Your answer should consist of each line below that contains the string "links".

Records shown section start

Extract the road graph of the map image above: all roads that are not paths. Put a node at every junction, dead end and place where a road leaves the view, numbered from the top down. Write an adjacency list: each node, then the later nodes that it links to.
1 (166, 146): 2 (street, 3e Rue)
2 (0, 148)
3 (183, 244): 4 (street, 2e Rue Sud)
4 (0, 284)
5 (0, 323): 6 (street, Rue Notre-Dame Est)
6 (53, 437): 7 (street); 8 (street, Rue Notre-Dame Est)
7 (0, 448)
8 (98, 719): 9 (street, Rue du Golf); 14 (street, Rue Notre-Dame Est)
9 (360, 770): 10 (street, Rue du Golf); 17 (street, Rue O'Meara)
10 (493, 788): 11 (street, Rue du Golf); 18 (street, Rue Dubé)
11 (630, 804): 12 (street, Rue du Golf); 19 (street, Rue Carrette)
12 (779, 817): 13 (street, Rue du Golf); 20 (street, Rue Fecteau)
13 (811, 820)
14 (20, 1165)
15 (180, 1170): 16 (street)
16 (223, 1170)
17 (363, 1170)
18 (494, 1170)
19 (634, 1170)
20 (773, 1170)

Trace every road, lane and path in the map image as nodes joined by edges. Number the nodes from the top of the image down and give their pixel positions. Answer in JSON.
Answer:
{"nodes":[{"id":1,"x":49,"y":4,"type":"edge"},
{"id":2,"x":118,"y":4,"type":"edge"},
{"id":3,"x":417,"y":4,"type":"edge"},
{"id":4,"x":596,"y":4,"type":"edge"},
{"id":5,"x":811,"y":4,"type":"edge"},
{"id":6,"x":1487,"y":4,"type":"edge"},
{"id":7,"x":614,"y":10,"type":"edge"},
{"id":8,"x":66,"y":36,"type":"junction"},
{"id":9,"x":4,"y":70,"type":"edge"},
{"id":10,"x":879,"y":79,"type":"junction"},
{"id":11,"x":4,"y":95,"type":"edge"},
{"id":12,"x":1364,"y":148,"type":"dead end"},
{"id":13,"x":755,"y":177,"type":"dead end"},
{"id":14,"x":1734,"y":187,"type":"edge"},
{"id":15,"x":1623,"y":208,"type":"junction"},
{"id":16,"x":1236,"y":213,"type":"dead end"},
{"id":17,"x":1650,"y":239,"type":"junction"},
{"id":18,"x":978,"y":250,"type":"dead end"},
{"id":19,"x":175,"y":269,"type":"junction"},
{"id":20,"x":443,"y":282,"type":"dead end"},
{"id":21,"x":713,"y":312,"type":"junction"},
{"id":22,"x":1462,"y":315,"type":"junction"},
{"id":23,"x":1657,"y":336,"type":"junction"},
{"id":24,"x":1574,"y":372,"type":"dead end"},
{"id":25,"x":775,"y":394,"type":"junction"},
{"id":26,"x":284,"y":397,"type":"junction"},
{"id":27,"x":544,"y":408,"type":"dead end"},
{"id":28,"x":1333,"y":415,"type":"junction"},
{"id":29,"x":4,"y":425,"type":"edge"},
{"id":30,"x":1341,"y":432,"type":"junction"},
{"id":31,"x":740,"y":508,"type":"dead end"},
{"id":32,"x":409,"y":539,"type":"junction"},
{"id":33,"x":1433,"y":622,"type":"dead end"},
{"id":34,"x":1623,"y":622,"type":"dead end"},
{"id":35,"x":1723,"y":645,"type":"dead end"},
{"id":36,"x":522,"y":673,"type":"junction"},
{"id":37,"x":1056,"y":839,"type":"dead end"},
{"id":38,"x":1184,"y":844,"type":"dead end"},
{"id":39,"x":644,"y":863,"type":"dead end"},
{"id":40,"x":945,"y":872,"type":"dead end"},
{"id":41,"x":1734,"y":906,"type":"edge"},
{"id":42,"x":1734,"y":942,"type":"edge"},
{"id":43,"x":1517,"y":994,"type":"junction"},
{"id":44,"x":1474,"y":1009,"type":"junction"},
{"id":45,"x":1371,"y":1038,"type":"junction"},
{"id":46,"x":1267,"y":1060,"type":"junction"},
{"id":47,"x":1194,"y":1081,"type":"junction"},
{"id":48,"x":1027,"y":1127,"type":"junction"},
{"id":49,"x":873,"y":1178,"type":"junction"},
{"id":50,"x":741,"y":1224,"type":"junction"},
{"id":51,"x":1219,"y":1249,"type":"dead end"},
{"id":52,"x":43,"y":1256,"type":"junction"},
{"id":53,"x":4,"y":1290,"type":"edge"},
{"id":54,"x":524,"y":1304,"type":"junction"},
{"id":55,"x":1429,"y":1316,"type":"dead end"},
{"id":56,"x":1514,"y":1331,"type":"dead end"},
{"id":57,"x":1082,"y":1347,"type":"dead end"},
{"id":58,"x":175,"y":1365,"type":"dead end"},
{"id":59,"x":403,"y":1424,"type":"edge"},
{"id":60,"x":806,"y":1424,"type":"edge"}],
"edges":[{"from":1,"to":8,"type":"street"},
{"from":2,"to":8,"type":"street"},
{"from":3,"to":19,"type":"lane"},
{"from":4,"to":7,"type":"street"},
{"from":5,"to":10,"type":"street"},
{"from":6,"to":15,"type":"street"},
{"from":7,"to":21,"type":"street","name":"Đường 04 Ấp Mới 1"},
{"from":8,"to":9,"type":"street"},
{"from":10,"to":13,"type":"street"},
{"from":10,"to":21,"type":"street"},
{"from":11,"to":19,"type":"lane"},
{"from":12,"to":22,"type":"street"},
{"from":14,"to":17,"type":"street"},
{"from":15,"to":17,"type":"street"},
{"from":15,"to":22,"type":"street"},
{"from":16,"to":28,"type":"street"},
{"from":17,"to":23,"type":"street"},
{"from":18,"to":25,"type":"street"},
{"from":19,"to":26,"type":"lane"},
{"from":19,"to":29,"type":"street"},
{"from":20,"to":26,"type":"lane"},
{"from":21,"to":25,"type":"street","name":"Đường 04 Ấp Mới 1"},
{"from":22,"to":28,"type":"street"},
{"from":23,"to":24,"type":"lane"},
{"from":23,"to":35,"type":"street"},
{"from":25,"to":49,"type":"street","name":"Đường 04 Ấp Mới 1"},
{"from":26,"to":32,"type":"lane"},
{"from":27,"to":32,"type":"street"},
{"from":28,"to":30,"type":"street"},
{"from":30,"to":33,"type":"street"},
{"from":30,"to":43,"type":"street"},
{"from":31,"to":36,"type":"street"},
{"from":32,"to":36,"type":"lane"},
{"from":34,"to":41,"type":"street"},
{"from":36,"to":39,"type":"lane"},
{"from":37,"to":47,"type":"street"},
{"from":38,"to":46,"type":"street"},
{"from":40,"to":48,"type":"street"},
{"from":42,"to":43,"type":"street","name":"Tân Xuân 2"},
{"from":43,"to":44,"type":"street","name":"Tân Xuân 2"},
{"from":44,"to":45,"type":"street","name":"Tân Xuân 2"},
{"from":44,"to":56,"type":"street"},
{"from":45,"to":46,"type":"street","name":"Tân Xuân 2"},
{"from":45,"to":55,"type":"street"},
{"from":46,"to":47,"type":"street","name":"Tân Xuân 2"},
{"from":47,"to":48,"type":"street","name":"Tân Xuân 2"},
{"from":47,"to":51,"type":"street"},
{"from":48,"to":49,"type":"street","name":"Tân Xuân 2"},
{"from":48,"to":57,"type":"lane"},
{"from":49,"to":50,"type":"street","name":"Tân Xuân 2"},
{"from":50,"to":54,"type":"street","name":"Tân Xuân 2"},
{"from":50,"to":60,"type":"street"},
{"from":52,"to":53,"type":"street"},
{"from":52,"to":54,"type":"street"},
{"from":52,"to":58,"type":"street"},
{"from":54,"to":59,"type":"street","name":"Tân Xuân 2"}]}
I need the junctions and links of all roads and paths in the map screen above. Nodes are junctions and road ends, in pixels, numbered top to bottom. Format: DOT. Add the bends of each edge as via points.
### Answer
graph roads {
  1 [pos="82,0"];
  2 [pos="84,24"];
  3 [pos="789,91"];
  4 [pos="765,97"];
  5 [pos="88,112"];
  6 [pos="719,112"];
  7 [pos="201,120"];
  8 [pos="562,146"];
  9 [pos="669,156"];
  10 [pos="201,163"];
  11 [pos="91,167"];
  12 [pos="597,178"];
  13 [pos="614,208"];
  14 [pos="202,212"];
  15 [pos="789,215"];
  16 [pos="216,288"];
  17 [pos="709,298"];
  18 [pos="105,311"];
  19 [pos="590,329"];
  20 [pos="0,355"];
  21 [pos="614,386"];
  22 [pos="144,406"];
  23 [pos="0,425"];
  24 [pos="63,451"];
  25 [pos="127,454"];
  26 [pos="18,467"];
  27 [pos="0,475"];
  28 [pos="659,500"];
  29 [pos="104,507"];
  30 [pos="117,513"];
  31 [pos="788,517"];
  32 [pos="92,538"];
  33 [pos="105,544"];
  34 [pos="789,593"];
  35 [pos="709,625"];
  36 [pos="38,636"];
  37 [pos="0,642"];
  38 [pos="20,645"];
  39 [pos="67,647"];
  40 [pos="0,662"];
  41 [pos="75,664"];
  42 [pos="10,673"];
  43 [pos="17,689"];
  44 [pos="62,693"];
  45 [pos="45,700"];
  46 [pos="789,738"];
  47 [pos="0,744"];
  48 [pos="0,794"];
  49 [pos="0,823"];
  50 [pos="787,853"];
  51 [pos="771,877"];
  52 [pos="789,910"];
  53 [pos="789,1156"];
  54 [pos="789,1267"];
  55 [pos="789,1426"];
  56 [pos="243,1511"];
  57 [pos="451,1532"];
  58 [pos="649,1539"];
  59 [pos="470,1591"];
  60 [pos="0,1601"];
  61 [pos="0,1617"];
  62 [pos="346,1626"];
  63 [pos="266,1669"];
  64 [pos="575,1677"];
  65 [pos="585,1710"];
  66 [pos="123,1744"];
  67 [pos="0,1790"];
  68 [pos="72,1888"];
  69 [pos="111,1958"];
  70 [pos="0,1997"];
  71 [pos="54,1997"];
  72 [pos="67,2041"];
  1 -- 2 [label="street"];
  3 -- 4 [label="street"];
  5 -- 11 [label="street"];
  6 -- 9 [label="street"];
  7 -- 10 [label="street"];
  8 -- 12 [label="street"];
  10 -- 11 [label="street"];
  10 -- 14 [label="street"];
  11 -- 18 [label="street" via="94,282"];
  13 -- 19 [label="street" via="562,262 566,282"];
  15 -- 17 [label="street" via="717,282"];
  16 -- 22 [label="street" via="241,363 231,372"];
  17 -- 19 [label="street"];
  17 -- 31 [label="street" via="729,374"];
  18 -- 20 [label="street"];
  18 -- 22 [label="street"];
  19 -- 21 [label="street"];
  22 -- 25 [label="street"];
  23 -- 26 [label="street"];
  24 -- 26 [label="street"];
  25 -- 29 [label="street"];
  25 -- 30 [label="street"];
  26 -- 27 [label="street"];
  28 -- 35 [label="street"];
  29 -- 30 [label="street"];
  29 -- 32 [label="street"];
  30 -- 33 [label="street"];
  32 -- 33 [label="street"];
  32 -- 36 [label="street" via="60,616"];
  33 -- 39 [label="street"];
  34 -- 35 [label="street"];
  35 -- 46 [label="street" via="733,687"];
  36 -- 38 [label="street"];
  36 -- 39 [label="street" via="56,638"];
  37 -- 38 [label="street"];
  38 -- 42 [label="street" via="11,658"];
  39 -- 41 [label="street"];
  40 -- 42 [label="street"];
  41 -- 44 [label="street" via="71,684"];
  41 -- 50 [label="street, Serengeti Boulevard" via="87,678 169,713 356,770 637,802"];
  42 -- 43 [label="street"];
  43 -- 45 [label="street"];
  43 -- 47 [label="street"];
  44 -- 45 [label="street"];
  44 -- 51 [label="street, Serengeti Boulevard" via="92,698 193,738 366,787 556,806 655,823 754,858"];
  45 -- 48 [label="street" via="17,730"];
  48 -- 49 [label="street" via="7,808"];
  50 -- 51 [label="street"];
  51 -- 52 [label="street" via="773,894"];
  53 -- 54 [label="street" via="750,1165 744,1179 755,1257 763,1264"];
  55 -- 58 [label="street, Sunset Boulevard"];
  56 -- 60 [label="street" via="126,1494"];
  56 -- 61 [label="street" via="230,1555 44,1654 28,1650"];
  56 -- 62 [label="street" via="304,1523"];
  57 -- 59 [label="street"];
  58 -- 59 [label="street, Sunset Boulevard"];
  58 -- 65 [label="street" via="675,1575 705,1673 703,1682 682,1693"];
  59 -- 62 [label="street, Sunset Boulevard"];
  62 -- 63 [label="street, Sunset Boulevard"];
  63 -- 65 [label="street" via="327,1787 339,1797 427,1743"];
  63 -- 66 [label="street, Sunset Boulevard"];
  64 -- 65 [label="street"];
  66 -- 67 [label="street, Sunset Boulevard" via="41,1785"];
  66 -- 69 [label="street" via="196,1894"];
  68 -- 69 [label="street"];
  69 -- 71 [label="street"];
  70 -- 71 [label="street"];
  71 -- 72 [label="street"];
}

Records shown section end

Answer for the task:
Extract the road graph of the map image above: all roads that are not paths. Put a node at every junction, dead end and place where a road leaves the view, numbered from the top down. Write an adjacency list: each node, then the later nodes that it links to.
I need the junctions and links of all roads and paths in the map screen above. Nodes are junctions and road ends, in pixels, numbered top to bottom. Format: DOT. Add the bends of each edge as via points.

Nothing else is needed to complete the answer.